RECORDS SUPPLIED
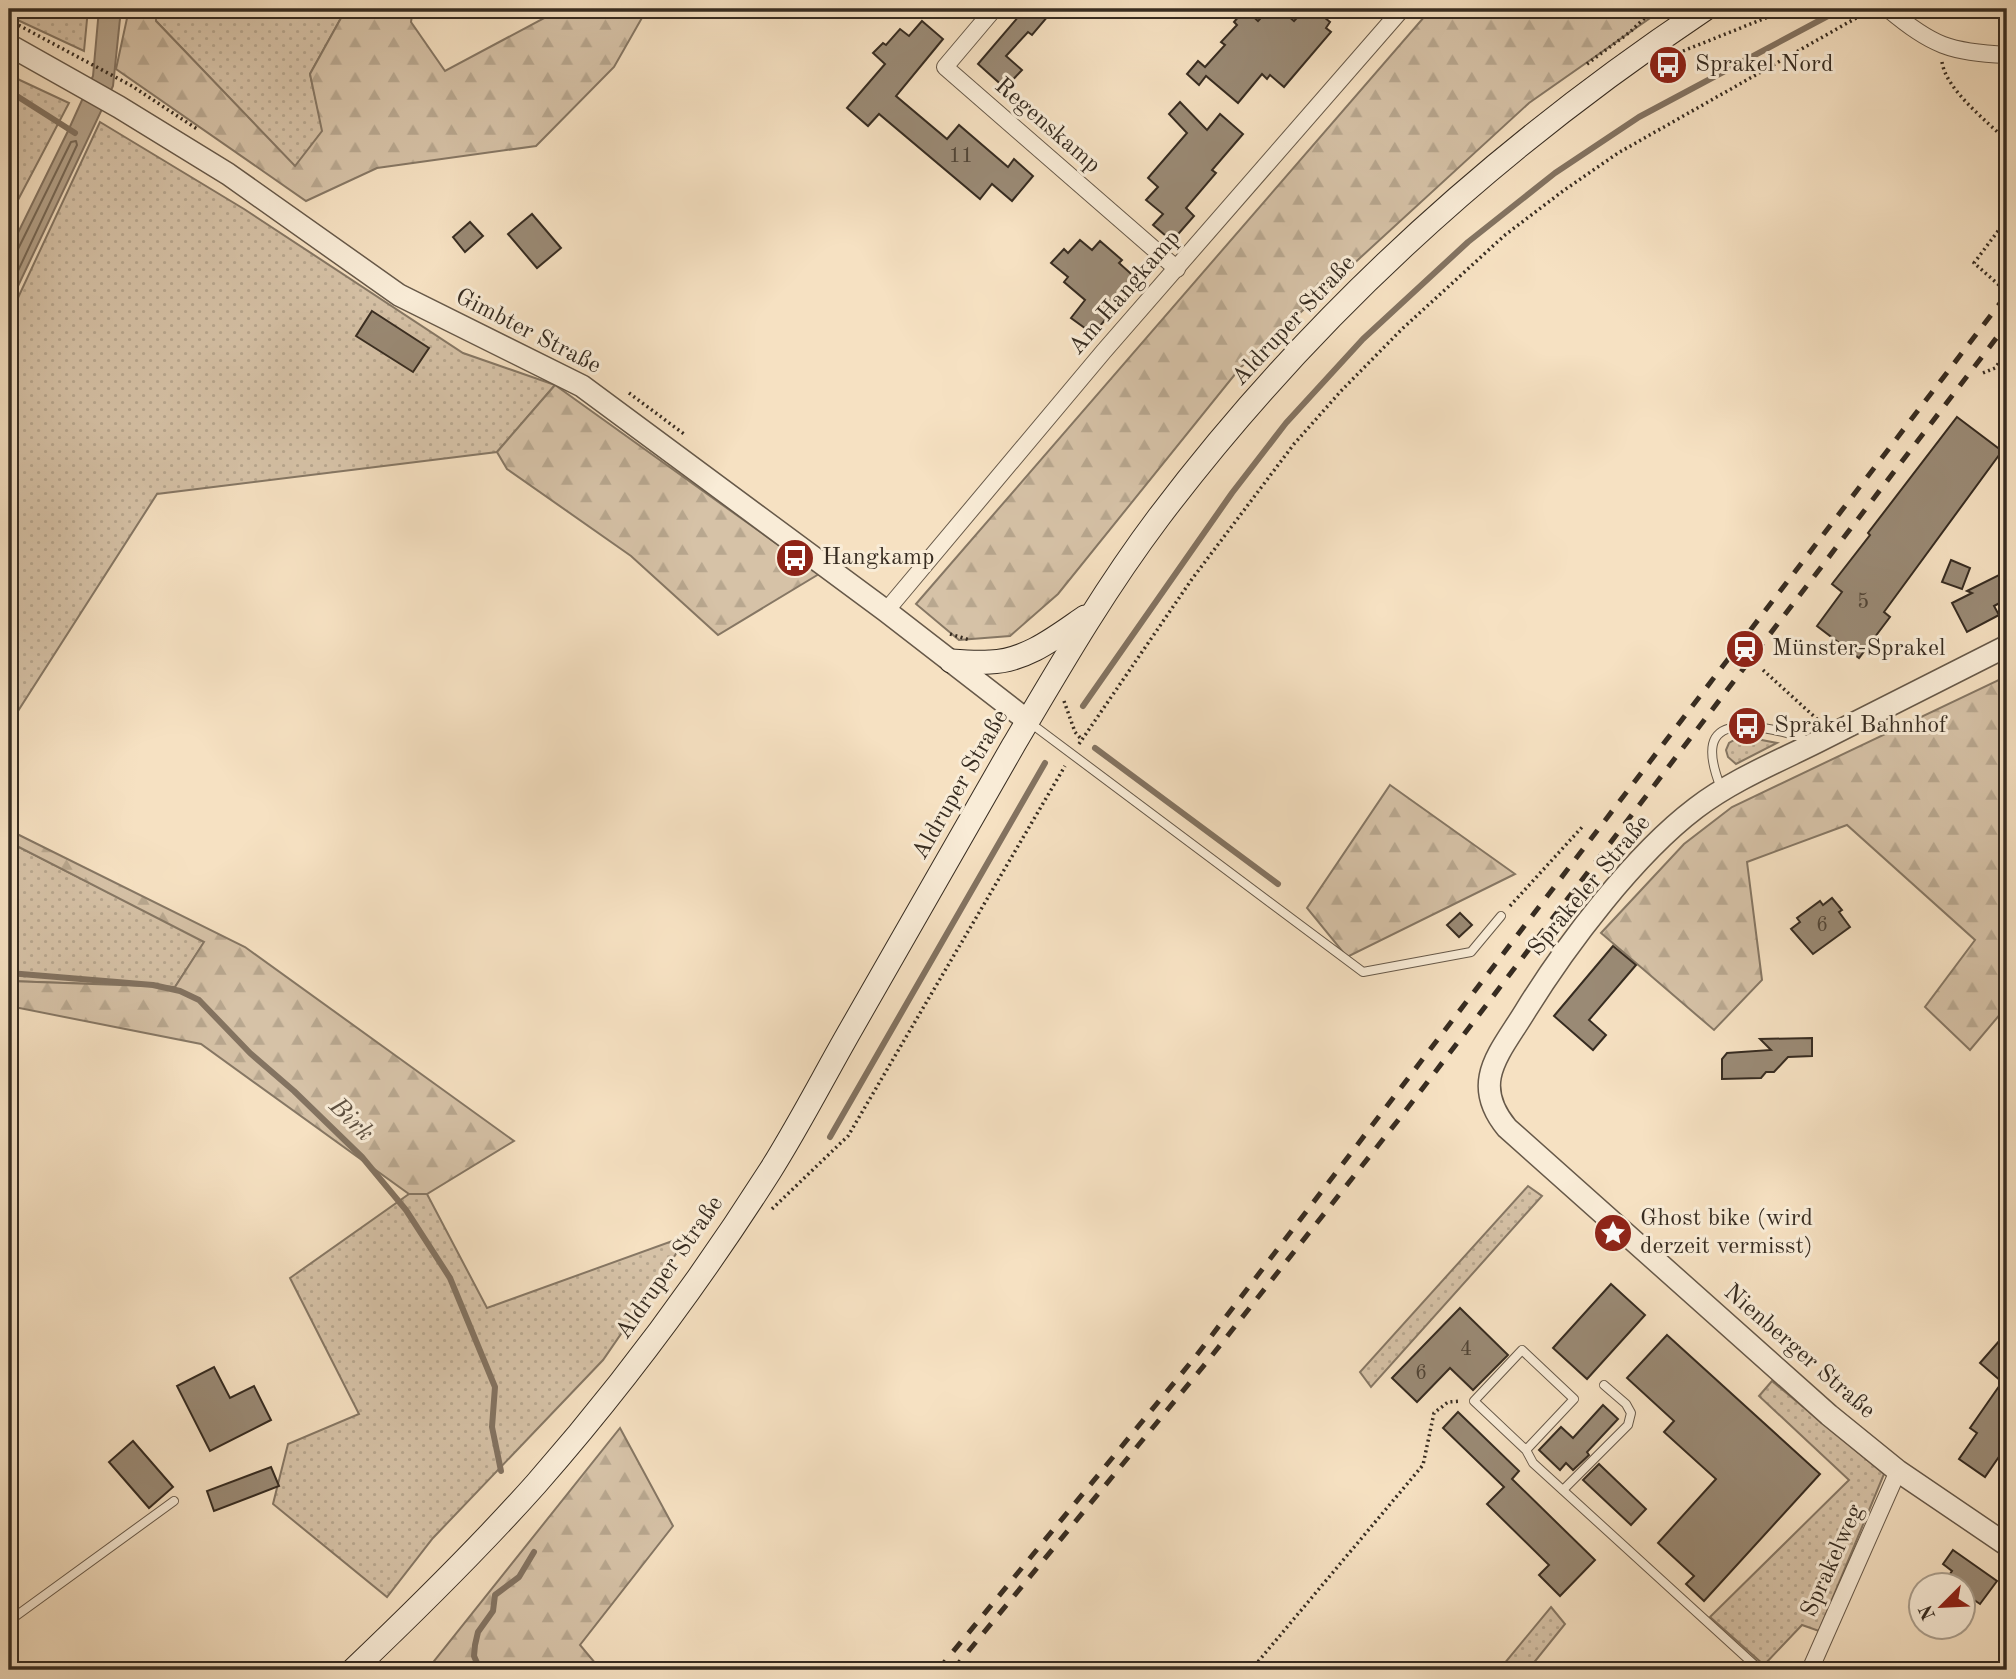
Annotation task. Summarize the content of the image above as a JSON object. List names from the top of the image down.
{
  "streets": {
    "main road": ["Aldruper Straße"],
    "street": [
      "Regenskamp",
      "Am Hangkamp",
      "Gimbter Straße",
      "Sprakeler Straße",
      "Nienberger Straße",
      "Sprakelweg"
    ]
  },
  "crossings": [
    ["Regenskamp", "Am Hangkamp"],
    ["Am Hangkamp", "Gimbter Straße"],
    ["Aldruper Straße", "Gimbter Straße"],
    ["Sprakeler Straße", "Nienberger Straße"],
    ["Nienberger Straße", "Sprakelweg"]
  ],
  "water": ["Birk"],
  "places": {
    "bus stop": ["Sprakel Nord", "Hangkamp", "Sprakel Bahnhof"],
    "station": ["Münster-Sprakel"],
    "place": ["Ghost bike (wird derzeit vermisst)"]
  },
  "house_numbers": [
    "11",
    "5",
    "6",
    "4",
    "6"
  ],
  "north": "bottom left"
}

TO DO
Reproduce each line of the records exactly, omitting any picture.

FINISHED EXERCISE
Annotation task. Summarize the content of the image above as a JSON object. List names from the top of the image down.
{
  "streets": {
    "main road": ["Aldruper Straße"],
    "street": [
      "Regenskamp",
      "Am Hangkamp",
      "Gimbter Straße",
      "Sprakeler Straße",
      "Nienberger Straße",
      "Sprakelweg"
    ]
  },
  "crossings": [
    ["Regenskamp", "Am Hangkamp"],
    ["Am Hangkamp", "Gimbter Straße"],
    ["Aldruper Straße", "Gimbter Straße"],
    ["Sprakeler Straße", "Nienberger Straße"],
    ["Nienberger Straße", "Sprakelweg"]
  ],
  "water": ["Birk"],
  "places": {
    "bus stop": ["Sprakel Nord", "Hangkamp", "Sprakel Bahnhof"],
    "station": ["Münster-Sprakel"],
    "place": ["Ghost bike (wird derzeit vermisst)"]
  },
  "house_numbers": [
    "11",
    "5",
    "6",
    "4",
    "6"
  ],
  "north": "bottom left"
}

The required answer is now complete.